Saved entries:

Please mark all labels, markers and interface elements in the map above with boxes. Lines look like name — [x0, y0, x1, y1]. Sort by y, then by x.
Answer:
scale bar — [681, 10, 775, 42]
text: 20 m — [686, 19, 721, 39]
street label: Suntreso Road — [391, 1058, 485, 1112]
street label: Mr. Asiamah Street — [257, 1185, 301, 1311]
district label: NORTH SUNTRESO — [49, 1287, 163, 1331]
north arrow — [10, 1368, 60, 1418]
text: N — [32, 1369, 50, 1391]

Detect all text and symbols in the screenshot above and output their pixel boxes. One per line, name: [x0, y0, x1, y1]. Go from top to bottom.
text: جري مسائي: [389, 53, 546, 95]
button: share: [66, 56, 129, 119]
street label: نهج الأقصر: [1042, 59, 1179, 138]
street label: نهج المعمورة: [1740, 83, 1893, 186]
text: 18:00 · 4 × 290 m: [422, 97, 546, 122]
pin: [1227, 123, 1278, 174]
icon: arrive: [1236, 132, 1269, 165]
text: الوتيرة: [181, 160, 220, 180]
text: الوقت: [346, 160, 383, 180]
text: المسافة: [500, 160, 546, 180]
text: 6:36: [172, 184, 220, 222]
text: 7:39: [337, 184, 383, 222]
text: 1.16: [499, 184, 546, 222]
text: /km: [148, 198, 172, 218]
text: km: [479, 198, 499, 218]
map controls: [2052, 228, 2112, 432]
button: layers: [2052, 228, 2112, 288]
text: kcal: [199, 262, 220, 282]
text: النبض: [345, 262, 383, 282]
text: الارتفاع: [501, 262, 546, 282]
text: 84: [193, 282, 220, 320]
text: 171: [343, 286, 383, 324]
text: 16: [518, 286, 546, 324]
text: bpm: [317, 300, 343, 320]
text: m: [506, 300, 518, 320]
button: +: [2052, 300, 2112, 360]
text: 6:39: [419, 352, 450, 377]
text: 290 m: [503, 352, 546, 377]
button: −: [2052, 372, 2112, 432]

What is being asked
Word for word, repeat every record.

Result of this exercise
Please mark all labels, markers and interface elements in the map above with boxes. Lines look like name — [x0, y0, x1, y1]. Sort by y, then by x.
Answer:
scale bar — [681, 10, 775, 42]
text: 20 m — [686, 19, 721, 39]
street label: Suntreso Road — [391, 1058, 485, 1112]
street label: Mr. Asiamah Street — [257, 1185, 301, 1311]
district label: NORTH SUNTRESO — [49, 1287, 163, 1331]
north arrow — [10, 1368, 60, 1418]
text: N — [32, 1369, 50, 1391]

Detect all text and symbols in the screenshot above and output their pixel boxes. One per line, name: [x0, y0, x1, y1]. Go from top to bottom.
text: جري مسائي: [389, 53, 546, 95]
button: share: [66, 56, 129, 119]
street label: نهج الأقصر: [1042, 59, 1179, 138]
street label: نهج المعمورة: [1740, 83, 1893, 186]
text: 18:00 · 4 × 290 m: [422, 97, 546, 122]
pin: [1227, 123, 1278, 174]
icon: arrive: [1236, 132, 1269, 165]
text: الوتيرة: [181, 160, 220, 180]
text: الوقت: [346, 160, 383, 180]
text: المسافة: [500, 160, 546, 180]
text: 6:36: [172, 184, 220, 222]
text: 7:39: [337, 184, 383, 222]
text: 1.16: [499, 184, 546, 222]
text: /km: [148, 198, 172, 218]
text: km: [479, 198, 499, 218]
map controls: [2052, 228, 2112, 432]
button: layers: [2052, 228, 2112, 288]
text: kcal: [199, 262, 220, 282]
text: النبض: [345, 262, 383, 282]
text: الارتفاع: [501, 262, 546, 282]
text: 84: [193, 282, 220, 320]
text: 171: [343, 286, 383, 324]
text: 16: [518, 286, 546, 324]
text: bpm: [317, 300, 343, 320]
text: m: [506, 300, 518, 320]
button: +: [2052, 300, 2112, 360]
text: 6:39: [419, 352, 450, 377]
text: 290 m: [503, 352, 546, 377]
button: −: [2052, 372, 2112, 432]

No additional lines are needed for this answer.